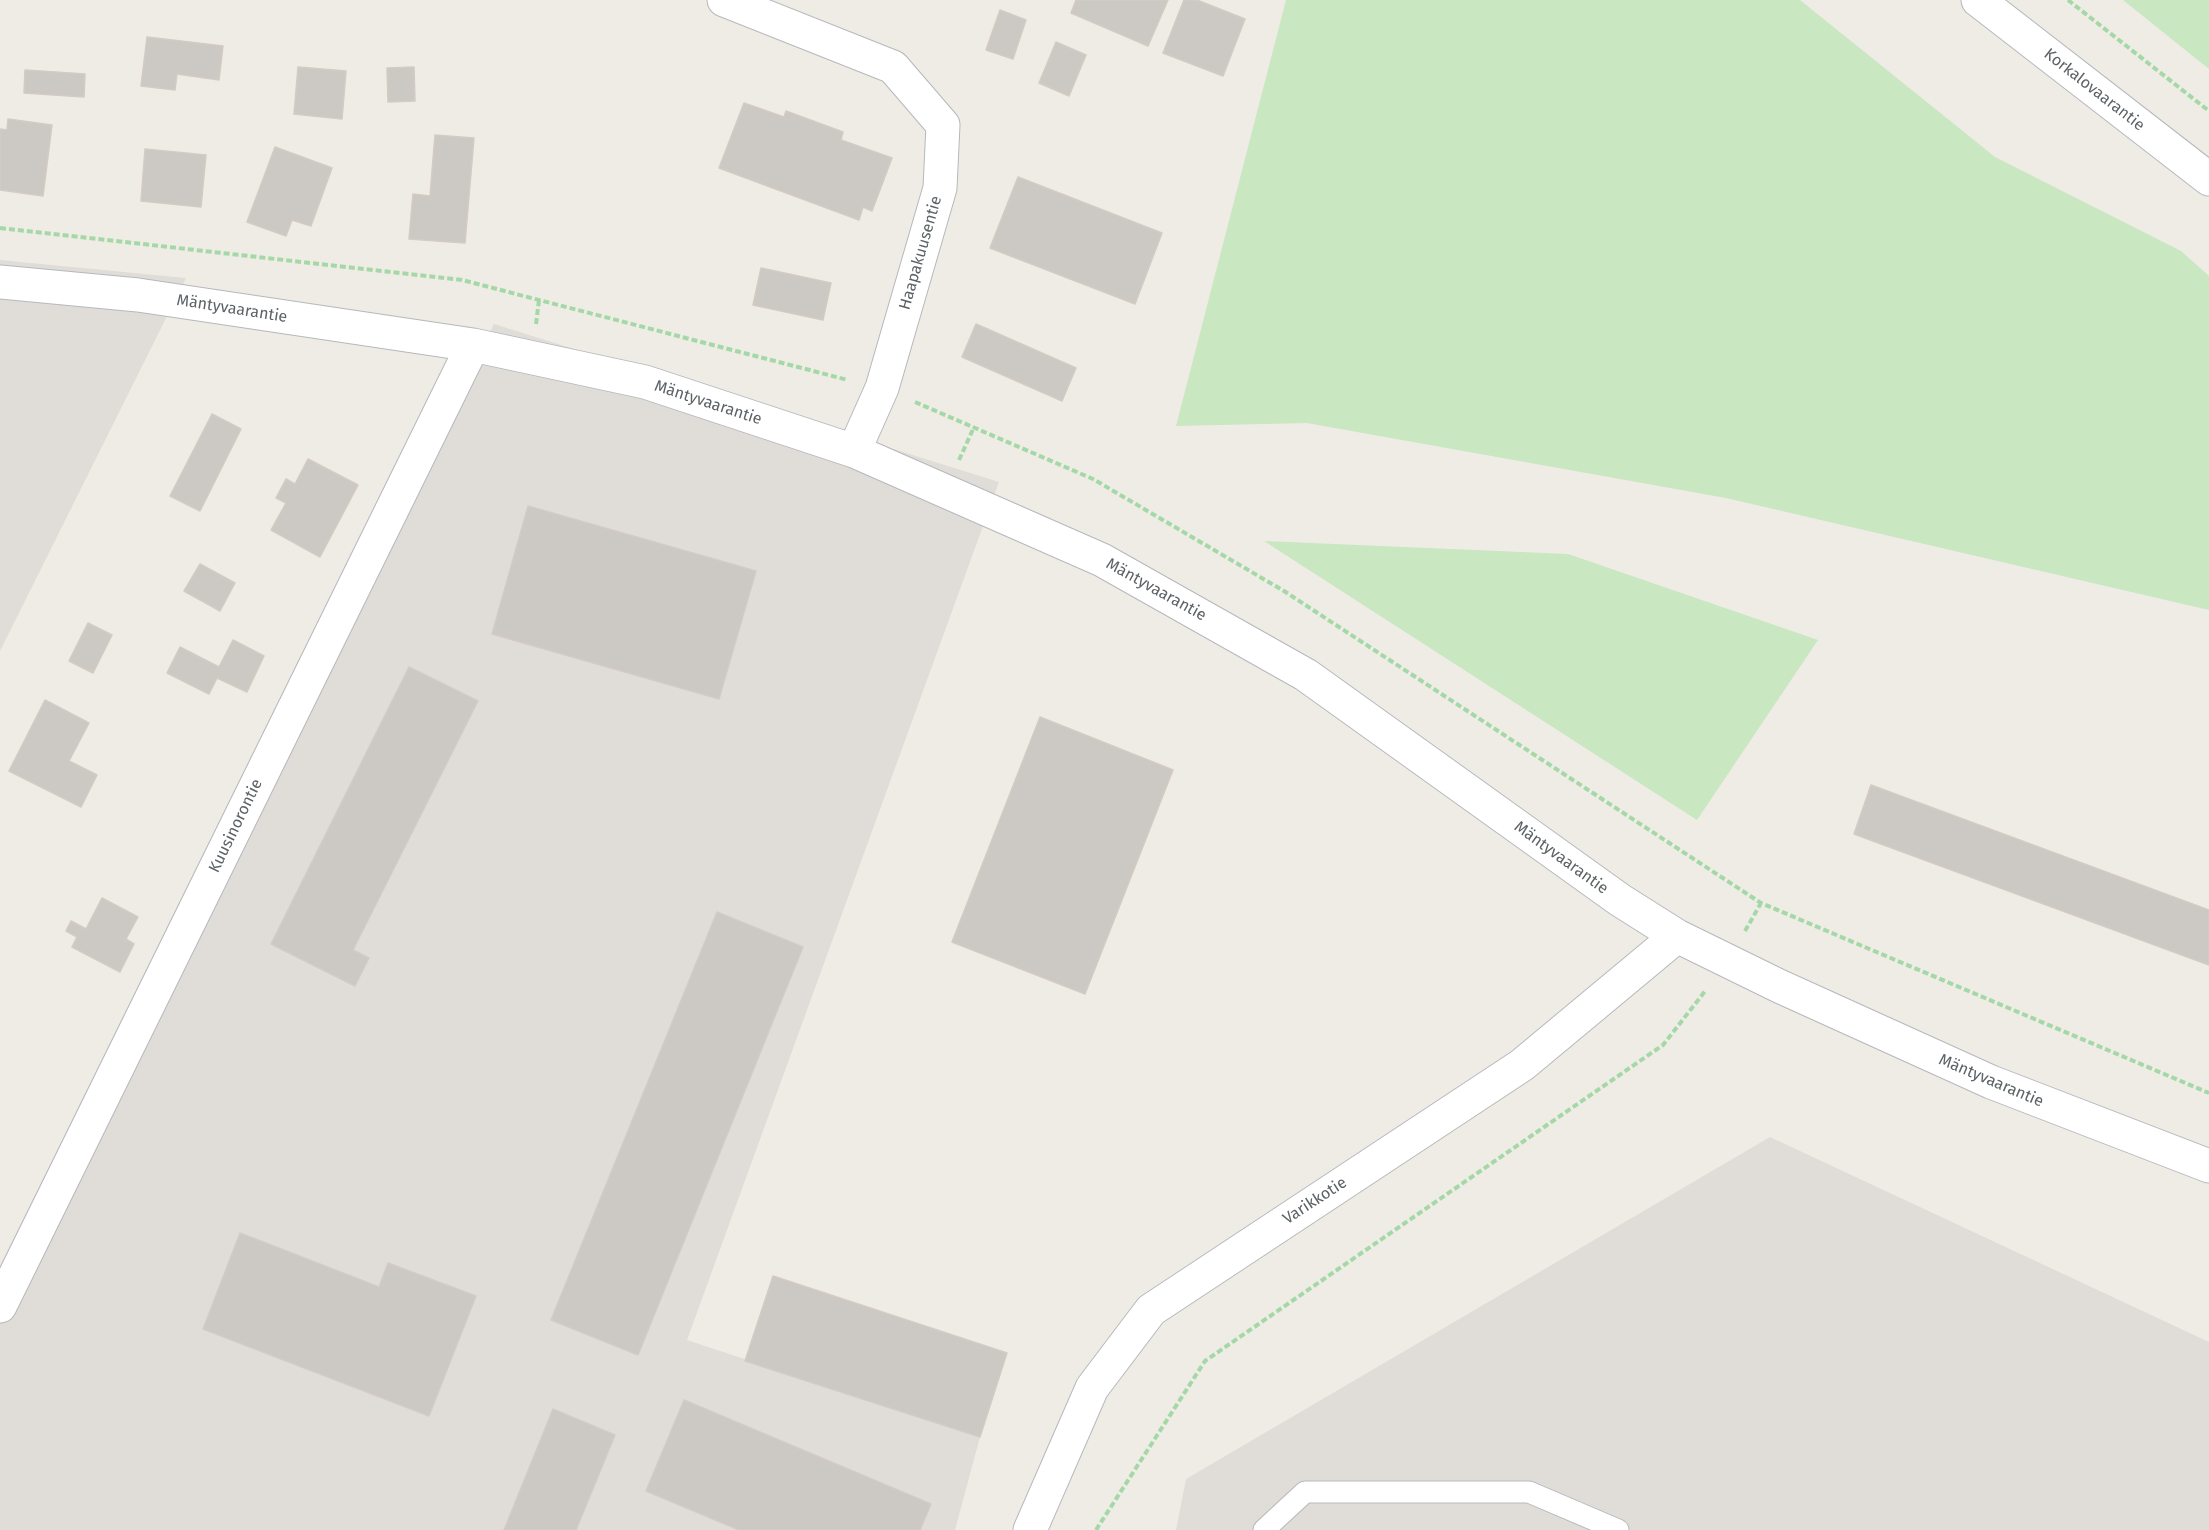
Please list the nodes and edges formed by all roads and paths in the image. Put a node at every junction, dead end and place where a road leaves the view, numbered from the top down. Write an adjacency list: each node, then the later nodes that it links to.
1 (724, 0): 8 (street, Haapakuusentie)
2 (1978, 0): 5 (street, Korkalovaarantie)
3 (2068, 0): 4 (path)
4 (2209, 111)
5 (2209, 179)
6 (0, 282): 7 (street, Mäntyvaarantie)
7 (473, 345): 8 (street, Mäntyvaarantie); 13 (street, Kuusinorontie)
8 (854, 451): 10 (street, Mäntyvaarantie)
9 (1761, 903): 11 (path)
10 (1677, 936): 11 (street, Mäntyvaarantie); 14 (street, Varikkotie)
11 (1729, 961): 12 (street, Mäntyvaarantie); 15 (path)
12 (2209, 1166)
13 (0, 1306)
14 (1030, 1530)
15 (1096, 1530)
16 (1264, 1530): 17 (lane)
17 (1618, 1530)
============================================================
# TASK PROMPT:
Give an exact copy of the listing, without its pictures.

# EXERCISE RESULT:
Please list the nodes and edges formed by all roads and paths in the image. Put a node at every junction, dead end and place where a road leaves the view, numbered from the top down. Write an adjacency list: each node, then the later nodes that it links to.
1 (724, 0): 8 (street, Haapakuusentie)
2 (1978, 0): 5 (street, Korkalovaarantie)
3 (2068, 0): 4 (path)
4 (2209, 111)
5 (2209, 179)
6 (0, 282): 7 (street, Mäntyvaarantie)
7 (473, 345): 8 (street, Mäntyvaarantie); 13 (street, Kuusinorontie)
8 (854, 451): 10 (street, Mäntyvaarantie)
9 (1761, 903): 11 (path)
10 (1677, 936): 11 (street, Mäntyvaarantie); 14 (street, Varikkotie)
11 (1729, 961): 12 (street, Mäntyvaarantie); 15 (path)
12 (2209, 1166)
13 (0, 1306)
14 (1030, 1530)
15 (1096, 1530)
16 (1264, 1530): 17 (lane)
17 (1618, 1530)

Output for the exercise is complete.